Pada saat kita meresahkan uang kita, berhati-hatilah sebab mungkin itulah awalnya kita mencintai uang. Pengalaman James Smith mungkin menolong kita menyikapi uang. Suatu ketika teman Jim membutuhkan uang dan meminjam $ 300 kepadanya. Orang itu berjanji akan mengembalikannya, tetapi ternyata tidak pernah. Setelah tiga tahun kemudian, Jim bertanya kepada salah seorang temannya, “Haruskah saya menelepon dia dan meminta uang saya kembali?” Sang teman menjawabnya, “Apakah kamu merindukan uang itu, Jim?” Jim menjawab, “Tidak!” 

“Apakah kamu merindukan uang itu, Jim?” Pertanyaan ini mengajarkan James bahwa Allah memberikan uang melalui diri kita untuk menolong orang lain. Ketika uang diberikan dengan bijak dan hikmat, maka pada hakekatnya uang itu tidak hilang. James tidak rindu dengan uang $ 300-nya dan ia juga merasa tidak kehilangan.

“Apakah kamu merindukan uang itu, Jim?” Pertanyaan ini membuat Jim selama kurun waktu tiga tahun, tepat ketika sang teman meminjam uang darinya. Kala itu, ia membutuhkan uang untuk pengobatan putrinya. “Kami membutuhkan $ 500 untuk membayar tagihan kami. Pada saat yang sama, ia mendapat sebuah surat dari seseorang yang tidak dikenal. Surat itu bertuliskan, “Saya mendoakan kalian semua, dan merasa bahwa uang ini akan menolong kalian.” Dalam surat itu disertakan cek $ 500. Jim berujar, “Bahkan saya belum sempat merasakan kekhawatiran karena tagihan itu!” Ketika Allah menggunakan uang kita (pada dasarnya bukan milik kita, tapi milik-Nya sendiri), maka Allah tahu juga apa yang kita butuhkan!

Namun, berhati-hatilah bahwa prinsip ini bukanlah semacam “alat pancingan”. Bukan seperti seorang yang berkhotbah, “Jika kamu memberi seribu dollar untuk pelayanan misi saya, maka Allah akan membalas sepuluh ribu dollar!” Bukan, bukan seperti itu!

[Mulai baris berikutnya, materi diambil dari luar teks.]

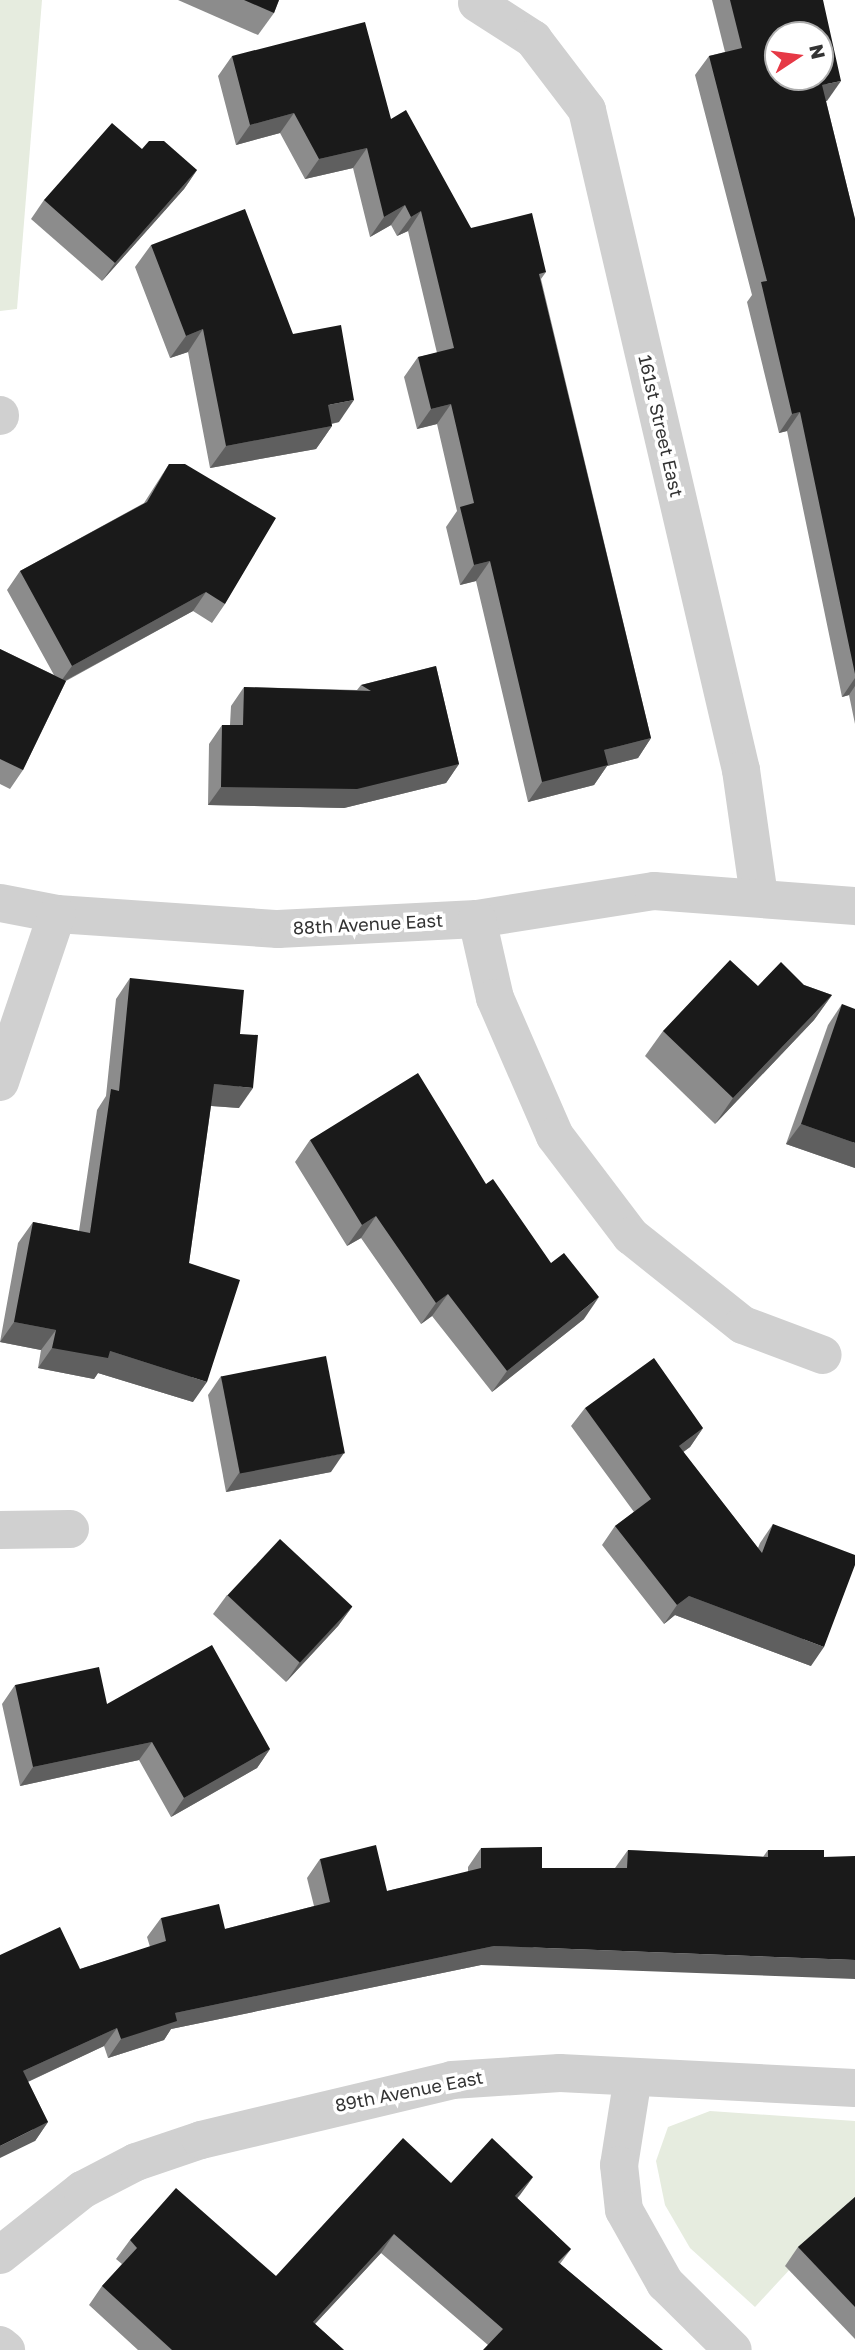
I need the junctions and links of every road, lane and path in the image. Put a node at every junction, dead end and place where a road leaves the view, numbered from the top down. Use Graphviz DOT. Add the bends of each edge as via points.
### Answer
graph roads {
  1 [pos="477,3"];
  2 [pos="758,896"];
  3 [pos="0,904"];
  4 [pos="855,906"];
  5 [pos="57,914"];
  6 [pos="477,919"];
  7 [pos="0,1082"];
  8 [pos="823,1355"];
  9 [pos="70,1529"];
  10 [pos="0,1530"];
  11 [pos="633,2077"];
  12 [pos="855,2088"];
  13 [pos="0,2255"];
  14 [pos="0,2345"];
  15 [pos="6,2350"];
  16 [pos="733,2350"];
  1 -- 2 [label="street, 161st Street East" via="533,39 587,110 741,770"];
  2 -- 4 [label="street, 88th Avenue East"];
  2 -- 6 [label="street, 88th Avenue East" via="654,891"];
  3 -- 5 [label="street, 88th Avenue East"];
  5 -- 6 [label="street, 88th Avenue East" via="278,929"];
  5 -- 7 [label="street"];
  6 -- 8 [label="street" via="495,998 555,1136 631,1236 685,1285 743,1325"];
  9 -- 10 [label="street"];
  11 -- 12 [label="street, 89th Avenue East"];
  11 -- 13 [label="street, 89th Avenue East" via="503,2073 452,2080 201,2140 82,2190"];
  11 -- 16 [label="street" via="619,2165 624,2210 665,2283"];
  14 -- 15 [label="street"];
}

Kalau seperti ini justeru bertentangan dengan ajaran Yesus mengenai uang. Mereka yang memberi – agar mendapat uang banyak sebagai balasan – adalah mereka yang dikuasai oleh ketamakan dan cinta akan uang.

Apa yang diajarkan oleh Yesus tentang uang dan kekayaan mengingatkan kita bahwa itu semua bukan tujuan atau sumber kebahagiaan, melainkan alat untuk kita peduli terhadap sesama. Hati adalah kunci di mana kita bisa memandang orang lain lebih berharga ketimbang uang atau kekayaan kita. Hanya orang dengan hati yang bisa menghargai orang lain, apa pun kondisinya, dialah yang akan mewarisi kehidupan kekal itu.   

Paulus mengingatkan hati itu, ini bukanlah soal kepelitan finasial atau ketidak pedulian kita pada uang, melainkan sikap sederhana, merasa cukup oleh karena itu mampu bersyukur dan peduli terhadap sesama. Hanya orang yang merasa cukuplah maka ia akan mampu bersyukur. Paulus tidak mengatakan bahwa uang adalah akar kejahatan. Dia berkata bahwa cintaakan uanglah akar dari kejahatan. Maka Paulus menyarankan, “Memang ibadah kalau disertai rasa cukup, memberi keuntungan besar. Sebab kita tidak membawa sesuatu apa ke dalam dunia dan kitapun tidak dapat membawa apa-apa ke luar. Asal ada makanan dan pakaian, cukuplah!”(1 Timotius 6: ). Paulus menyatakan rasa puas dengan apa yang ada. Lebih dari itu kita akan tergoda untuk melayani mamon dan bukan Allah. 

Sudahkah kita puas dan cukup dengan berkat yang diberikan Tuhan? Sudahkah apa yang ada pada kita dapat menjadi saluran berkat bagi orang lain yang sedang membutuhkan-Nya? Anak-anak Kerajaan Allah pasti pandai dalam mempergunakan berkat TUHAN!